Навеки связанная | страница 3
Я о том, что в путешествии не возражаю против чего-то местного и самобытного, но сейчас всё уж слишком колоритное.
Мужчина, который был во главе всего этого, заметив, что я пытаюсь вырваться из этой поистине дерьмовой ситуации, бьёт меня по левой щеке толстым деревянным прутом.
Поистине дерьм…
Ещё один удар!
Я чувствую, как из порезов на лице течёт кровь, как боль накатывает на меня волнами. Клянусь, я собираюсь, когда выберусь из этой передряги, надрать задницу этому старику.
Вот только я не Рембо и, насколько известно, не обладаю никакими сверхъестественными способностями, а вся моя ярость спасти меня не могла. Очевидно, придётся застрять тут.
Мужчина, который надругался над моим лицом, что-то отрывисто говорит по-украински, вот только я больше понимаю русский язык, но и с ним бы у меня сейчас возникли проблемы. Яна научила меня основам. Я могла сказать «привет», «пока», «где туалет», и вести очень примитивную беседу. Думается, мне бы потребовалось гораздо больше языковых навыков, чтобы выпутать себя из этой передряги, с учётом того, что мне бы позволили говорить.
Господи, я умру и не скажу ни единого слова. Какая странная мысль.
А будь у меня возможность, какими бы стали мои последние слова? Я думала над этим, пока разъярённый мужчина энергично на меня орал, брызжа слюной изо рта, окружённого бородой.
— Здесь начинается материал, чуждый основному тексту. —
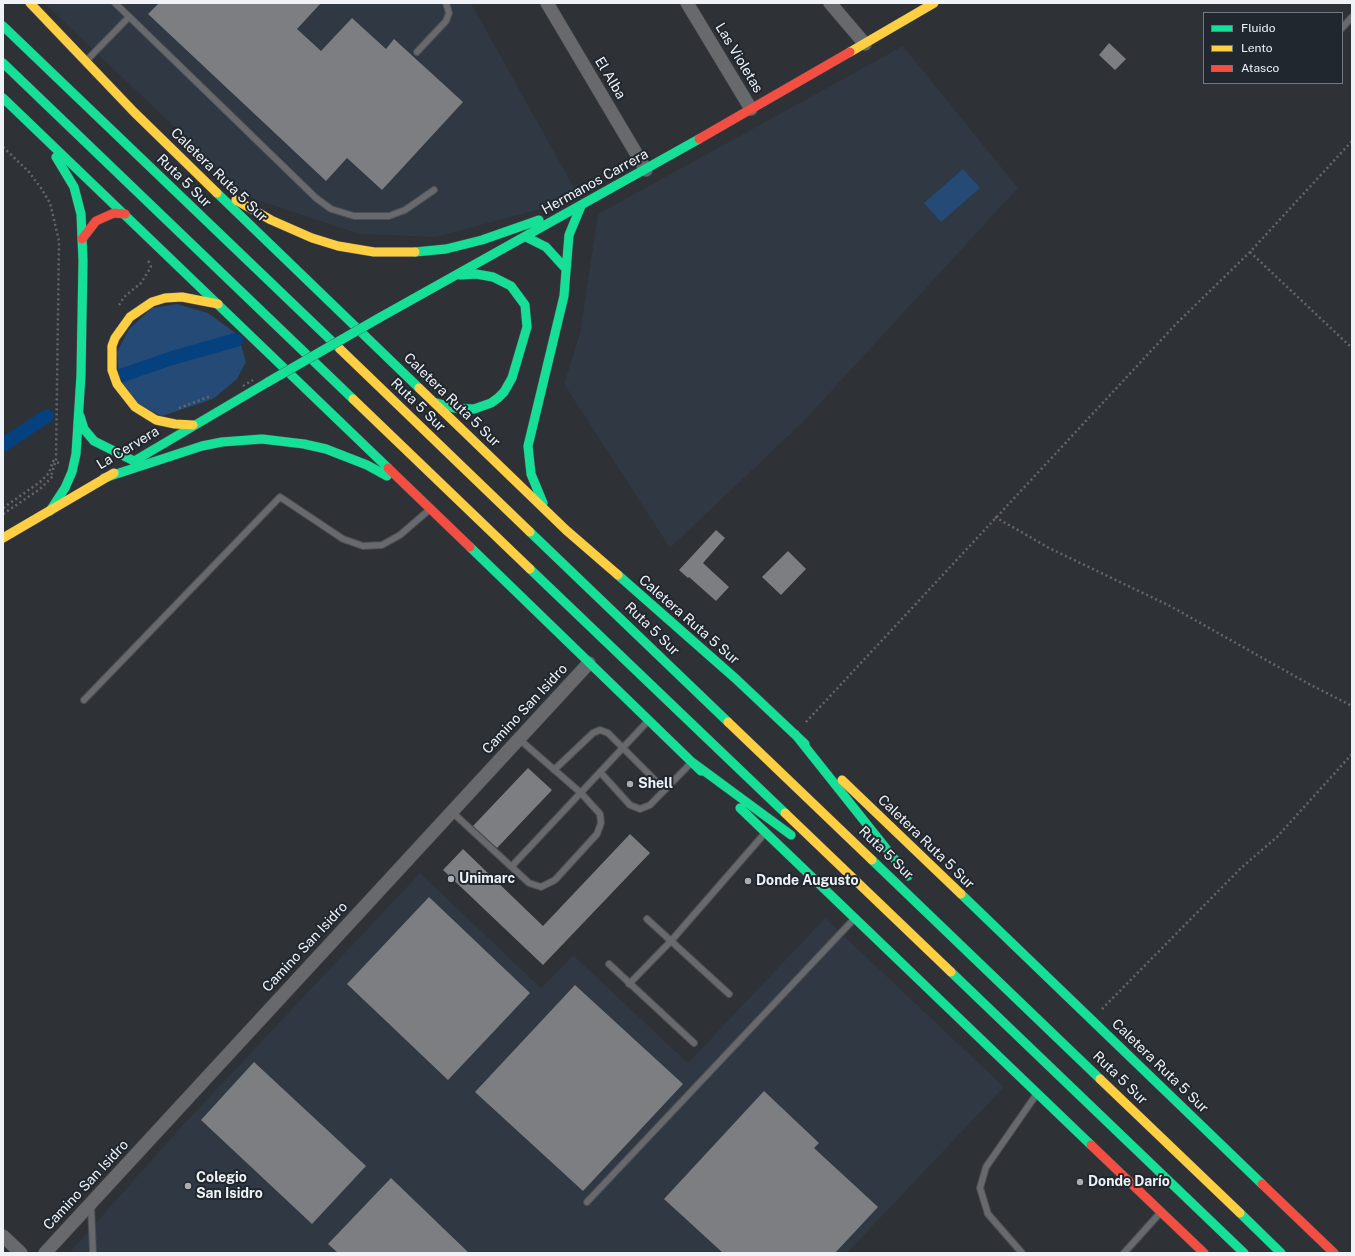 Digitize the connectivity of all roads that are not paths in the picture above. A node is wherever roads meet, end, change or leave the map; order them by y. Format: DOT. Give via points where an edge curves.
graph roads {
  1 [pos="30,3"];
  2 [pos="115,3"];
  3 [pos="446,3"];
  4 [pos="547,3"];
  5 [pos="687,3"];
  6 [pos="830,3"];
  7 [pos="934,3"];
  8 [pos="1352,16"];
  9 [pos="129,17"];
  10 [pos="3,26"];
  11 [pos="1343,27"];
  12 [pos="865,44"];
  13 [pos="417,52"];
  14 [pos="85,62"];
  15 [pos="3,63"];
  16 [pos="3,98"];
  17 [pos="751,110"];
  18 [pos="36,129"];
  19 [pos="646,170"];
  20 [pos="205,180"];
  21 [pos="434,190"];
  22 [pos="581,206"];
  23 [pos="125,214"];
  24 [pos="526,236"];
  25 [pos="82,239"];
  26 [pos="566,269"];
  27 [pos="458,275"];
  28 [pos="219,304"];
  29 [pos="268,382"];
  30 [pos="434,402"];
  31 [pos="79,414"];
  32 [pos="193,425"];
  33 [pos="134,461"];
  34 [pos="104,478"];
  35 [pos="419,499"];
  36 [pos="430,509"];
  37 [pos="50,511"];
  38 [pos="549,514"];
  39 [pos="3,538"];
  40 [pos="589,663"];
  41 [pos="84,700"];
  42 [pos="649,720"];
  43 [pos="795,734"];
  44 [pos="519,739"];
  45 [pos="623,748"];
  46 [pos="692,762"];
  47 [pos="554,770"];
  48 [pos="600,772"];
  49 [pos="666,790"];
  50 [pos="581,793"];
  51 [pos="452,812"];
  52 [pos="766,832"];
  53 [pos="512,866"];
  54 [pos="915,884"];
  55 [pos="870,893"];
  56 [pos="938,910"];
  57 [pos="855,918"];
  58 [pos="647,919"];
  59 [pos="671,941"];
  60 [pos="609,964"];
  61 [pos="991,973"];
  62 [pos="629,984"];
  63 [pos="729,994"];
  64 [pos="694,1043"];
  65 [pos="1037,1094"];
  66 [pos="587,1202"];
  67 [pos="91,1203"];
  68 [pos="1161,1212"];
  69 [pos="3,1236"];
  70 [pos="21,1253"];
  71 [pos="45,1253"];
  72 [pos="93,1253"];
  73 [pos="1022,1253"];
  74 [pos="1124,1253"];
  75 [pos="1204,1253"];
  76 [pos="1244,1253"];
  77 [pos="1281,1253"];
  78 [pos="1334,1253"];
  1 -- 14 [label="main road, Caletera Ruta 5 Sur"];
  2 -- 9 [label="lane"];
  3 -- 13 [label="lane" via="449,13 446,22"];
  4 -- 19 [label="street, El Alba"];
  5 -- 17 [label="street, Las Violetas"];
  6 -- 12 [label="street"];
  7 -- 12 [label="main road, Hermanos Carrera"];
  8 -- 11 [label="lane"];
  9 -- 14 [label="lane"];
  9 -- 21 [label="lane" via="316,198 331,208 354,216 389,216 405,210"];
  10 -- 61 [label="main road, Ruta 5 Sur"];
  12 -- 17 [label="main road, Hermanos Carrera"];
  14 -- 20 [label="main road, Caletera Ruta 5 Sur"];
  15 -- 55 [label="main road"];
  16 -- 18 [label="main road"];
  17 -- 19 [label="main road, Hermanos Carrera"];
  18 -- 23 [label="main road"];
  18 -- 25 [label="main road" via="63,166 74,187"];
  19 -- 22 [label="main road, Hermanos Carrera"];
  20 -- 22 [label="main road" via="290,229 338,246 374,252 409,253 461,246"];
  20 -- 30 [label="main road, Caletera Ruta 5 Sur"];
  22 -- 24 [label="main road, Hermanos Carrera"];
  22 -- 26 [label="main road" via="569,235"];
  23 -- 25 [label="main road" via="114,213 96,221"];
  23 -- 28 [label="main road"];
  24 -- 26 [label="main road" via="546,247"];
  24 -- 27 [label="main road, Hermanos Carrera"];
  25 -- 31 [label="main road"];
  26 -- 38 [label="main road" via="564,296 528,446 531,474"];
  27 -- 29 [label="main road, Hermanos Carrera, bridge"];
  27 -- 30 [label="main road" via="484,275 511,286 525,305 527,327 512,378 498,398 474,409 454,408"];
  28 -- 32 [label="main road" via="182,297 152,302 130,317 112,346 112,370 117,384 135,407 156,420"];
  28 -- 35 [label="main road"];
  29 -- 32 [label="main road, La Cervera"];
  30 -- 38 [label="main road, Caletera Ruta 5 Sur"];
  31 -- 33 [label="main road" via="84,430 94,441"];
  31 -- 37 [label="main road" via="72,472"];
  32 -- 33 [label="main road, La Cervera"];
  33 -- 34 [label="main road, La Cervera"];
  34 -- 35 [label="main road" via="202,446 242,440 282,440 311,445 347,456 386,476"];
  34 -- 37 [label="main road, La Cervera"];
  35 -- 36 [label="main road"];
  36 -- 40 [label="main road"];
  36 -- 41 [label="lane" via="400,536 382,545 363,546 343,539 280,498"];
  37 -- 39 [label="main road, La Cervera"];
  38 -- 43 [label="main road, Caletera Ruta 5 Sur"];
  40 -- 42 [label="main road"];
  40 -- 44 [label="street, Camino San Isidro"];
  42 -- 45 [label="lane"];
  42 -- 46 [label="main road"];
  43 -- 54 [label="main road"];
  43 -- 78 [label="main road, Caletera Ruta 5 Sur"];
  44 -- 47 [label="lane"];
  44 -- 51 [label="street, Camino San Isidro"];
  45 -- 47 [label="lane" via="608,733 600,730 593,733"];
  45 -- 48 [label="lane"];
  45 -- 49 [label="lane"];
  46 -- 49 [label="lane"];
  46 -- 52 [label="main road"];
  46 -- 55 [label="main road"];
  47 -- 50 [label="lane"];
  48 -- 49 [label="lane" via="630,805 640,809 650,805"];
  48 -- 50 [label="lane"];
  50 -- 53 [label="lane"];
  50 -- 53 [label="lane" via="600,814 601,823 597,834 555,880 541,887 529,883"];
  51 -- 53 [label="lane"];
  51 -- 67 [label="street, Camino San Isidro"];
  52 -- 57 [label="main road"];
  52 -- 59 [label="lane"];
  55 -- 76 [label="main road"];
  56 -- 61 [label="main road"];
  57 -- 65 [label="main road"];
  57 -- 66 [label="lane"];
  58 -- 59 [label="lane"];
  59 -- 62 [label="lane"];
  59 -- 63 [label="lane"];
  60 -- 62 [label="lane"];
  61 -- 77 [label="main road, Ruta 5 Sur"];
  62 -- 64 [label="lane"];
  65 -- 68 [label="main road"];
  65 -- 73 [label="lane" via="986,1167 980,1188 988,1214"];
  67 -- 71 [label="street, Camino San Isidro"];
  67 -- 72 [label="lane"];
  68 -- 74 [label="lane"];
  68 -- 75 [label="main road"];
  69 -- 70 [label="street"];
}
Мне удаётся понять несколько слов.
И меня парализует от страха.
Жертвоприношение.
Бог.
Смерть.
Не спрашивайте, как я поняла эти слова на украинском, хотя элементарно не могу на этом языке заказать себе чашку кофе. Дело в одной ночной попойке за просмотром «Игры престолов» с украинскими субтитрами. В любом случае, я явно умру. Я — персонаж Джорджа Рэймонда Ричарда Мартина, который совершил плохой поступок и, очевидно, расплачиваться за него придётся жизнью. И теперь жду, что придёт божество и меня убьёт.
Повезёт, если я умру к утру от переохлаждения и потери крови, тогда и не станет Эвангелины Лав.
Я смаргиваю кровь, которая смешалась со слезами.
Кажется, мужчина убедился, что в ближайшее время я не попытаюсь сбежать и обращает всё внимание к подошедшей к нему женщине. Та говорит хрипло, старческое лицо усеивают морщинки от прожитых лет и неодобрения действий мужчины. Он ворчит, потом принялся её игнорировать, от чего её раздражение лишь усилилось.
Как я тебя понимаю, сестра.
Вот только нет никакого товарищества. Не тогда, пока я всё еще с кляпом во рту и связанная. Добивается ли она моего освобождения? Вообще к чему здесь всё это ведёт?